ADOLESCENTI E VACCINAZIONE CONTRO IL COVID:
FATTORI CHE NE INFLUENZANO LA SCELTA
La realtà pandemica nella quale ci troviamo da ormai due anni ha spinto gli scienziati a porsi diversi interrogativi, uno tra questi include l'impatto che il virus ha avuto e ha sugli adolescenti. Vediamo insieme cosa è stato rilevato!
In primo luogo possiamo dire che l'adolescenza rappresenta il periodo di crescita che precede l’accesso alla vita adulta. Durante questa fase, non è solo il nostro corpo a cambiare: modifiche avvengono anche nella sfera emotiva e psicosociale, dovute al continuo sviluppo cerebrale (Mills & Anandakumar, 2020). Proprio a causa di questa crescita in corso, gli adolescenti possono facilmente essere influenzati dal complesso di condizioni sociali e culturali nel quale si trovano a vivere.
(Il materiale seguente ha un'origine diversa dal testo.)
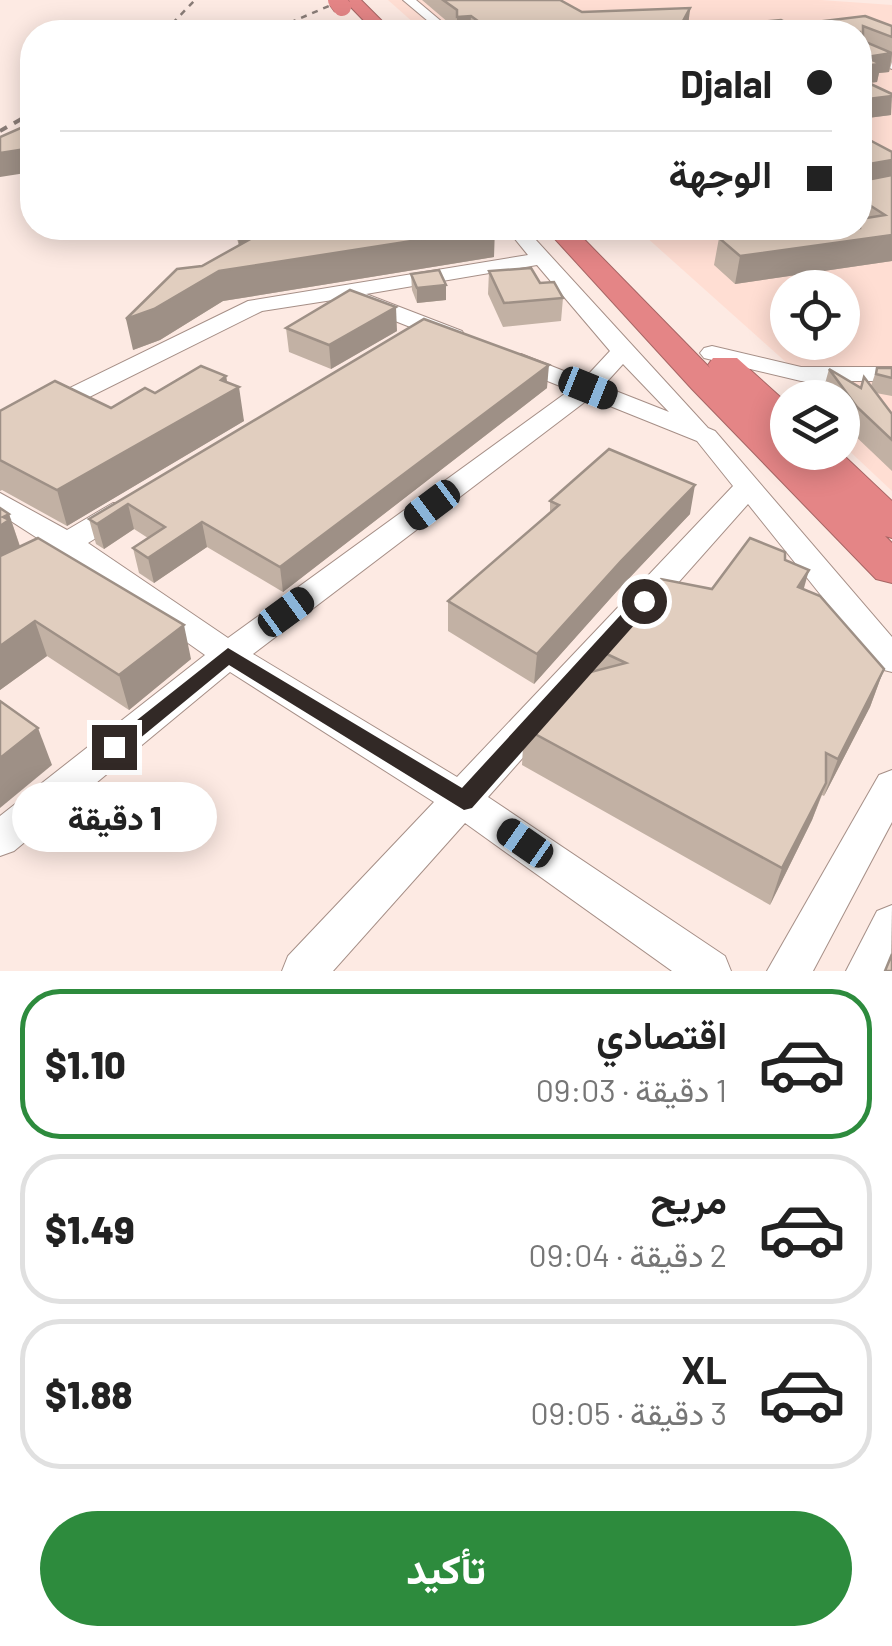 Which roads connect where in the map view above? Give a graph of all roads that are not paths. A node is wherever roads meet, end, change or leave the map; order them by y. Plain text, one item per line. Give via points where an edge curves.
1 (395, 0) edge
2 (409, 0) edge
3 (346, 2) edge
4 (369, 20) edge
5 (419, 20) edge
6 (433, 20) edge
7 (876, 40) edge
8 (872, 42) edge
9 (525, 240) edge
10 (569, 240) edge
11 (597, 240) edge
12 (540, 259) junction
13 (344, 293) junction
14 (427, 326) junction
15 (394, 346) edge
16 (623, 352) junction
17 (712, 352) junction
18 (892, 374) edge
19 (588, 388) junction
20 (770, 407) edge
21 (0, 432) edge
22 (706, 436) junction
23 (836, 470) edge
24 (748, 487) junction
25 (149, 494) edge
26 (0, 502) edge
27 (892, 524) edge
28 (67, 543) junction
29 (892, 568) edge
30 (0, 584) edge
31 (228, 655) junction
32 (892, 660) edge
33 (892, 786) edge
34 (464, 801) junction
35 (0, 839) edge
36 (892, 924) edge
37 (304, 971) edge
38 (709, 971) edge
39 (789, 971) edge
40 (868, 971) edge

1 - 5 street
2 - 6 street
3 - 4 highway
7 - 8 street
9 - 12 street
10 - 29 highway
11 - 17 highway
12 - 13 street
12 - 16 street
13 - 14 street
13 - 21 street via 256,306
14 - 15 street
14 - 19 street
16 - 19 street
16 - 22 street
17 - 18 street via 801,374
17 - 20 highway
19 - 22 street
19 - 31 street
22 - 24 street
23 - 27 highway
24 - 32 street
24 - 34 street
25 - 28 street
26 - 28 street
28 - 30 street
28 - 31 street
31 - 34 street
31 - 35 street
33 - 39 street
34 - 37 street
34 - 38 street
36 - 40 street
Con l’introduzione dello stato di emergenza, però, tali contesti sociali sono fortemente cambiati. Questo ha, inevitabilmente, determinato una forte alterazione della quotidianità in generale e delle relazioni sociali in particolare. Le condizioni di restrizione a cui tutti siamo stati sottoposti hanno portato, in questo caso, gli adolescenti a non avere possibilità di relazionarsi tra loro, fare nuove esperienze o, persino, continuare gli studi in una normale aula scolastica.
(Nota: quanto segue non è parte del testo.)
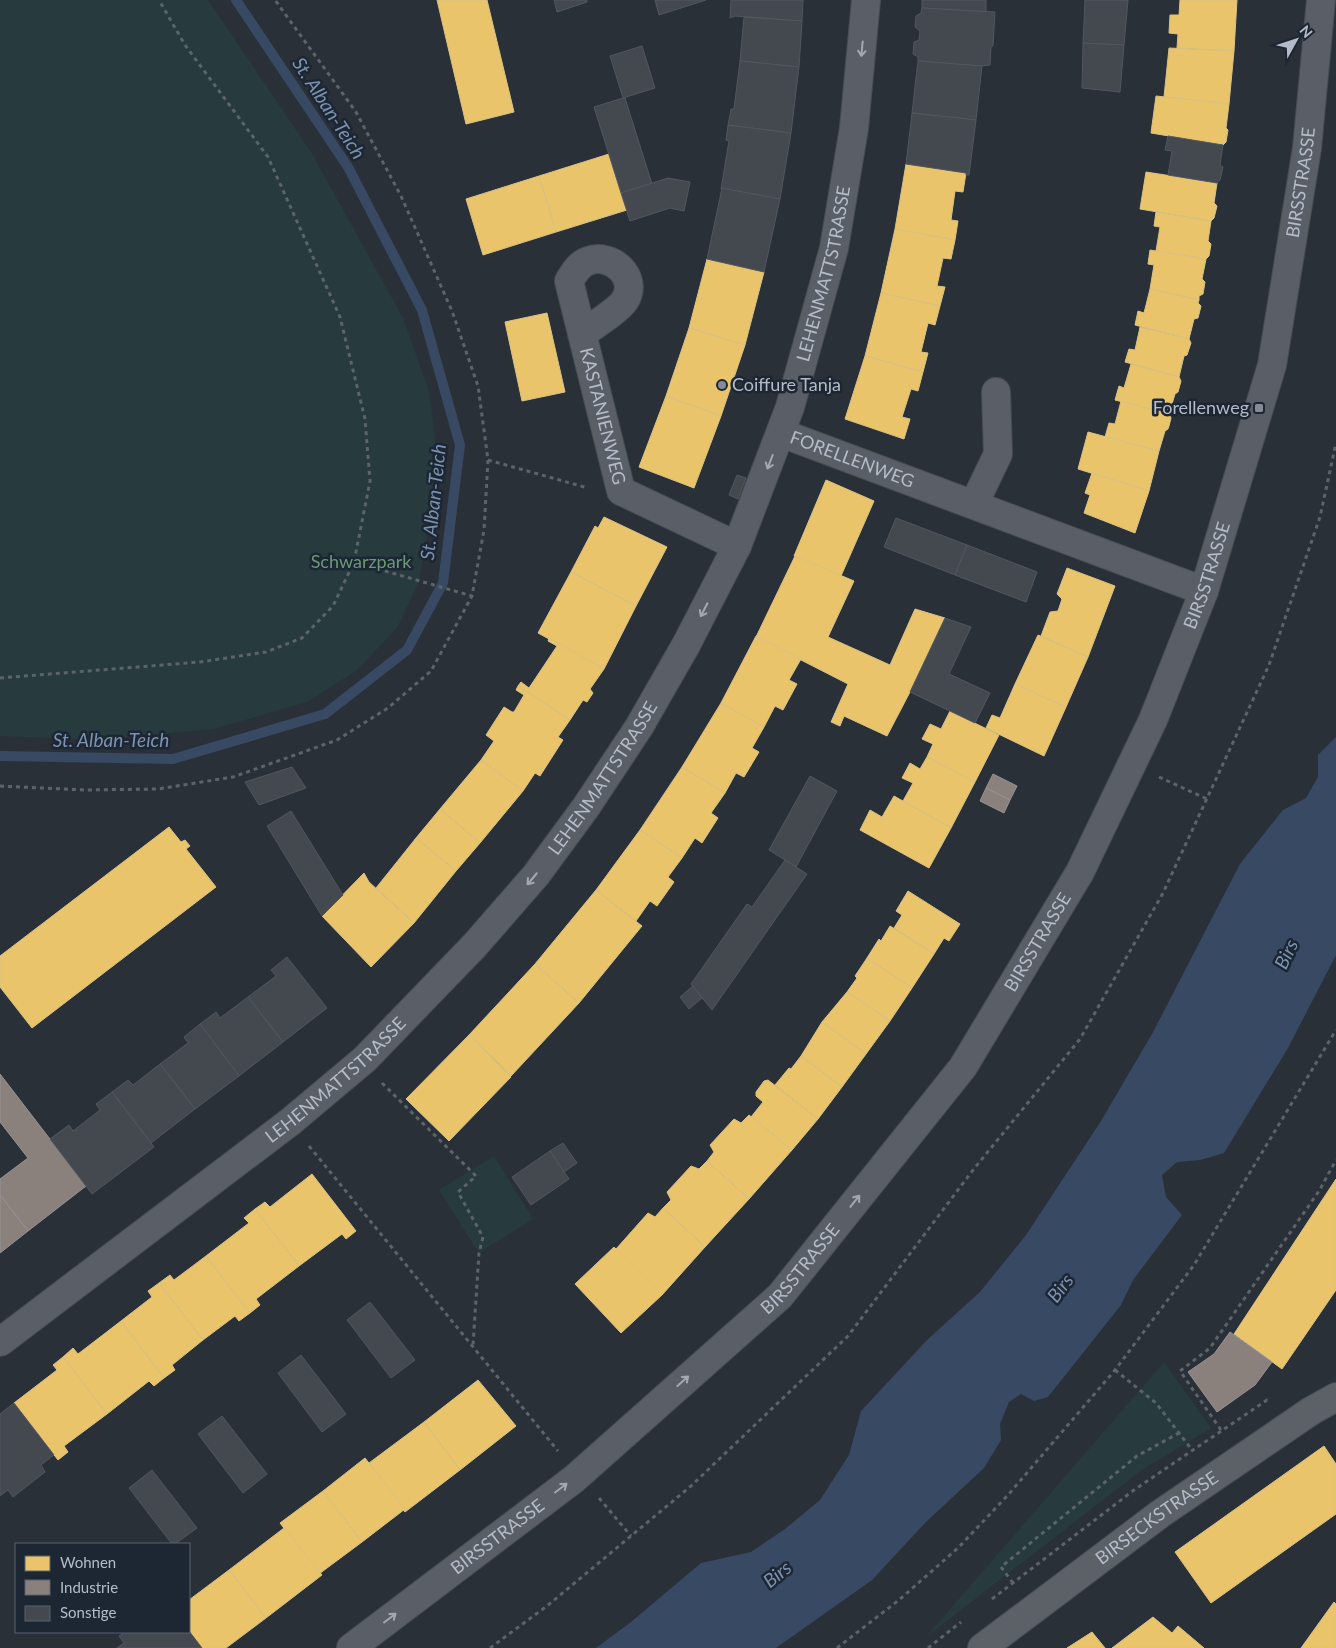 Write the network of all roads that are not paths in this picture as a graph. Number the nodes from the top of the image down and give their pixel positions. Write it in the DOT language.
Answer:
graph roads {
  1 [pos="866,0"];
  2 [pos="1321,0"];
  3 [pos="582,334"];
  4 [pos="996,392"];
  5 [pos="781,432"];
  6 [pos="974,504"];
  7 [pos="737,546"];
  8 [pos="1204,591"];
  9 [pos="0,1342"];
  10 [pos="1336,1397"];
  11 [pos="351,1648"];
  12 [pos="982,1648"];
  1 -- 5 [label="street, LEHENMATTSTRASSE, one-way"];
  2 -- 8 [label="street, BIRSSTRASSE"];
  3 -- 7 [label="street, KASTANIENWEG"];
  4 -- 6 [label="street"];
  5 -- 6 [label="street, FORELLENWEG"];
  5 -- 7 [label="street, LEHENMATTSTRASSE, one-way"];
  6 -- 8 [label="street, FORELLENWEG"];
  7 -- 9 [label="street, LEHENMATTSTRASSE, one-way"];
  11 -- 8 [label="street, BIRSSTRASSE, one-way"];
  10 -- 12 [label="main road, BIRSECKSTRASSE"];
}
Per ottenere un quadro complessivo di come questa fascia d’età sia stata condizionata dall’introduzione della pandemia, tra luglio e novembre 2020, 702 adolescenti svedesi hanno partecipato ad uno studio in cui gli è stato richiesto di compilare un questionario, composto da due domande, relativo alla possibilità di vaccinarsi o meno contro il Covid (Nilsson et al., 2021). I quesiti erano i seguenti:
1) Lascia un commento se vuoi riguardo alla vaccinazione contro il Covid.
2) Ti vaccineresti?
I risultati evidenziano la divisione in tre gruppi di risposta: un primo gruppo ha espresso una consapevole mancanza di informazioni relativa al vaccino e alle sue conseguenze; un secondo ha ritenuto non necessaria un’immunità contro il virus – dato il basso tasso di mortalità in questa fascia d’età; infine, un ultimo gruppo ha optato per il vaccino al solo scopo di proteggere soggetti più a rischio.
Da questi dati è possibile, pertanto, comprendere come non uno ma molteplici fattori influenzino la scelta del vaccinarsi o non vaccinarsi. Pare, infatti, che sia la combinazione di contesto sociale e divulgazione di informazioni (corrette o meno) soprattutto sui social media, a determinare una divergenza di opinioni – rispetto alla scelta di vaccinarsi o meno – tra gli adolescenti. Questi ultimi, infatti, hanno dimostrato, in parte, motivi altruistici per sottoporsi al vaccino e, in altra parte, una preoccupazione generale per le conseguenze dell’iniezione. Inoltre, anche il grado di incertezza sembra avere un importante peso sulla scelta della vaccinazione, tanto da essere rappresentativo anche di altre popolazioni oltre a quella svedese. Ad esempio, in una ricerca italiana è emerso un incremento di alcuni dei più comuni disturbi psichiatrici, tra cui l’ansia e il disturbo ossessivo compulsivo a seguito della pandemia (Carmassi et al., 2022).
Pertanto, data l’instabilità del contesto ambientale, l’ideale sarebbe guidare gli adolescenti non solo a prendere decisioni più coscienti ma, più in generale, ad acquisire informazioni supportate da fonti attendibili, evitando di cadere nelle fake news. Tale consapevolezza, inoltre, potrebbe costituire un valido supporto per la riduzione di quel senso di insicurezza che spesso è alla base dei disturbi sopracitati.